I did not go over to her. She was as dead when she fell as she ever would be. In the flash which lit everything, I had seen where her pistol was pointed. Why disturb her then? Nor did I return upstairs. I had small interest now in anything but my own escape from a situation more or less compromising.

"Do you blame me for this? I was her heir and I was where I had no legal right to be. Do you think that I was called upon to publish my shame and tell how I lingered there while my own niece shot herself before my eyes? That shot made me a millionaire. This certainly was excitement enough for one day—besides, I did not leave her there neglected. I notified you later—after I had got my breath and had found some excuse. That wasn't enough? Ah, I see that you are all models of courage and magnanimity. You would have laid yourselves open to every reproach rather than let a little necessary perjury pass your lips. But I am no model. I am simply an old man who has been too hardly dealt with for seventy long years to possess every virtue. I made a mistake—I see it now—trusted a dog when I shouldn't—but if Rudge had not seen ghosts—well, what now?"
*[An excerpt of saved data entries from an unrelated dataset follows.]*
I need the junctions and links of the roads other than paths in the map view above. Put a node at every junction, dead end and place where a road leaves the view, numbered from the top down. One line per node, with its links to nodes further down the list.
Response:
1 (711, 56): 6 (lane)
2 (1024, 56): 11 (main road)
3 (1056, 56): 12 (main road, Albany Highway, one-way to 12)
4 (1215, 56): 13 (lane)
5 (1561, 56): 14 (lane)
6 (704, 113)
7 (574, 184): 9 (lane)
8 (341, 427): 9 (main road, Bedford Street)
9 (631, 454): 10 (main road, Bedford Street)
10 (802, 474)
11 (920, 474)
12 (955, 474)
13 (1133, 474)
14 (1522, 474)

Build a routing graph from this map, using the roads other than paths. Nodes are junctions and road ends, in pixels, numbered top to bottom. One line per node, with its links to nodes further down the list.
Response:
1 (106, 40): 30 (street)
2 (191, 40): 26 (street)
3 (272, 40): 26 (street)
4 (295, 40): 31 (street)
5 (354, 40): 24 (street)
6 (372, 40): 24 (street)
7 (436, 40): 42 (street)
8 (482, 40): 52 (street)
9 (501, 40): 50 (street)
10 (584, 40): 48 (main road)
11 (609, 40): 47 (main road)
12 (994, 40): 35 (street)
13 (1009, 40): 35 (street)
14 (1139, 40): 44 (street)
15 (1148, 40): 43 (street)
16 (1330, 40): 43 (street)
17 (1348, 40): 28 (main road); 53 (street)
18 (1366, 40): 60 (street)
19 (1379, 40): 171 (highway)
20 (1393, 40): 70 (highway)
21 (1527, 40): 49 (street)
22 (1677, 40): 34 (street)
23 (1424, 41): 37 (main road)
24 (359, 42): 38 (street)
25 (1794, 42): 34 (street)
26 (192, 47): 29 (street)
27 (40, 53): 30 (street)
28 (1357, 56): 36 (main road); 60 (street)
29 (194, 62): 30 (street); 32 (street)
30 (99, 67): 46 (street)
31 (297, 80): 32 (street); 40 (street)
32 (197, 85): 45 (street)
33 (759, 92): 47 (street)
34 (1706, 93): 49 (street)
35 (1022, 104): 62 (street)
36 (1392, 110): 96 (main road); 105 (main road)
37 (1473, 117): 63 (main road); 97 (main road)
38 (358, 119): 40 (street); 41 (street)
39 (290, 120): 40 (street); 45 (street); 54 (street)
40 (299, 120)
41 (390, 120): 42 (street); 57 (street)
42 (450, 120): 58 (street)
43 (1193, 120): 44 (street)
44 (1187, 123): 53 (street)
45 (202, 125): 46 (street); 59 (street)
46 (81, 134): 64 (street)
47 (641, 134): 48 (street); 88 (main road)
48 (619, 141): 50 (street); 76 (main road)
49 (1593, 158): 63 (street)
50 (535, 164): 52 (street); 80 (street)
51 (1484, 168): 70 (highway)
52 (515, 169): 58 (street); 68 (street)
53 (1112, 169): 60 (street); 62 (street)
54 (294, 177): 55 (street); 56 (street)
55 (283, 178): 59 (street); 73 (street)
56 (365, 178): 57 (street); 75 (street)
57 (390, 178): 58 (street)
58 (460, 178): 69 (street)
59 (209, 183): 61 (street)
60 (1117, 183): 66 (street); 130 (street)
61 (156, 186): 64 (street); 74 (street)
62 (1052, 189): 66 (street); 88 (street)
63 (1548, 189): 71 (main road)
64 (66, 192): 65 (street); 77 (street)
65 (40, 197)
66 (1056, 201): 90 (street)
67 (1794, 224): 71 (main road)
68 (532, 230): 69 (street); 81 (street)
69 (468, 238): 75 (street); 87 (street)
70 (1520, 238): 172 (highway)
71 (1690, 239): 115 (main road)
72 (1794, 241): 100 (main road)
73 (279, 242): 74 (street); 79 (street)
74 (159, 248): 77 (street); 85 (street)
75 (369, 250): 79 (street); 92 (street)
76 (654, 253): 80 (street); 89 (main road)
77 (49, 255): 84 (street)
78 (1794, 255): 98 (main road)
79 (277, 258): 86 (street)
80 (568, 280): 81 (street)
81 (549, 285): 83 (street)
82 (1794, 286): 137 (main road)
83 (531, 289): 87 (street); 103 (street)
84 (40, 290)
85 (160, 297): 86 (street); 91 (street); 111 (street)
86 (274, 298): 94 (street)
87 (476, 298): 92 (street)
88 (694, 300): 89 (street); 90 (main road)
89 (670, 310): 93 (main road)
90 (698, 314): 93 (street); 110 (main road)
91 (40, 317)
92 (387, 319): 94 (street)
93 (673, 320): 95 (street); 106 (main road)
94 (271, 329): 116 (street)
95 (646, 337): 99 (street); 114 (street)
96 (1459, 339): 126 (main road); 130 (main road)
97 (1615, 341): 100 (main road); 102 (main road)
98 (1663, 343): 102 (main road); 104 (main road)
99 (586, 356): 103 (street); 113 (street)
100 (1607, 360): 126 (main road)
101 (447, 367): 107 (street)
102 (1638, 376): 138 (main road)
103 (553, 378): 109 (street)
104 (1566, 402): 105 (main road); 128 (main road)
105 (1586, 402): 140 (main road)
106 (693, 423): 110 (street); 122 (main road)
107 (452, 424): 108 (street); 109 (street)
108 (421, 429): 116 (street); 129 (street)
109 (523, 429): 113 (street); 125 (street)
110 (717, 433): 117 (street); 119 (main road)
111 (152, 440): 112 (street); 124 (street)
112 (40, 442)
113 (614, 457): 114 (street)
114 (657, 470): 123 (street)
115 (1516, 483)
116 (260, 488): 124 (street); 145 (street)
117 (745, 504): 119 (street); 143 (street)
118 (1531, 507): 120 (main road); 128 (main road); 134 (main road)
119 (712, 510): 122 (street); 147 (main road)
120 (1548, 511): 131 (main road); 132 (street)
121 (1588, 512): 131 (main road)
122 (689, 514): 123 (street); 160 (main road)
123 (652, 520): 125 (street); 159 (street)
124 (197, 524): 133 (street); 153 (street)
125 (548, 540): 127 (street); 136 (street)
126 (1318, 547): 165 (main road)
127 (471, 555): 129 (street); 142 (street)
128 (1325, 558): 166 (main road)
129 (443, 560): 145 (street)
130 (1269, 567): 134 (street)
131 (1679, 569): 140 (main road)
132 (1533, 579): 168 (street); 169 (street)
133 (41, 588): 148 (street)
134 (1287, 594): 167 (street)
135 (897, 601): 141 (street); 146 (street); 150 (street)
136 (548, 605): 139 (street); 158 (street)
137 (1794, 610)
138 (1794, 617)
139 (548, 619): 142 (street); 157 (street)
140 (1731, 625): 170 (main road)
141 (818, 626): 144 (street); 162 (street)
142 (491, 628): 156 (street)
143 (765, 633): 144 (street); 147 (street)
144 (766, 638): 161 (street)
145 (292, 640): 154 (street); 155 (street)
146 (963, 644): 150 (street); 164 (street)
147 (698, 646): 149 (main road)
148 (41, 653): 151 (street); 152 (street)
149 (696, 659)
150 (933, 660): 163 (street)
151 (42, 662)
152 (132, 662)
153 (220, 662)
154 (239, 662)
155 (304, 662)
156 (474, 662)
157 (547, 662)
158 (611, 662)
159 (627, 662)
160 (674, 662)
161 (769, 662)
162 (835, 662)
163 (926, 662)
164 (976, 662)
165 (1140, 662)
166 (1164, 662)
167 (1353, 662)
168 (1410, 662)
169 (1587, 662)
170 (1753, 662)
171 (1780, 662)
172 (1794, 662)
We had, one and all, with an involuntary impulse, turned our backs upon him.

"What are you doing?" he hotly demanded.

"Only what all Washington will do to-morrow, and afterwards the whole world," gravely returned the major. Then, as an ejaculation escaped the astonished millionaire, he impressively added: "A perjury which allows an innocent man and woman to remain under the suspicion of murder for five weeks is one which not only the law has a right to punish, but which all society will condemn. Henceforth you will find yourself under a ban, Mr. Moore."[1]

My story ends here. The matter never came before the grand jury. Suicide had been proved, and there the affair rested. Of myself it is enough to add that I sometimes call in Durbin to help me in a big case.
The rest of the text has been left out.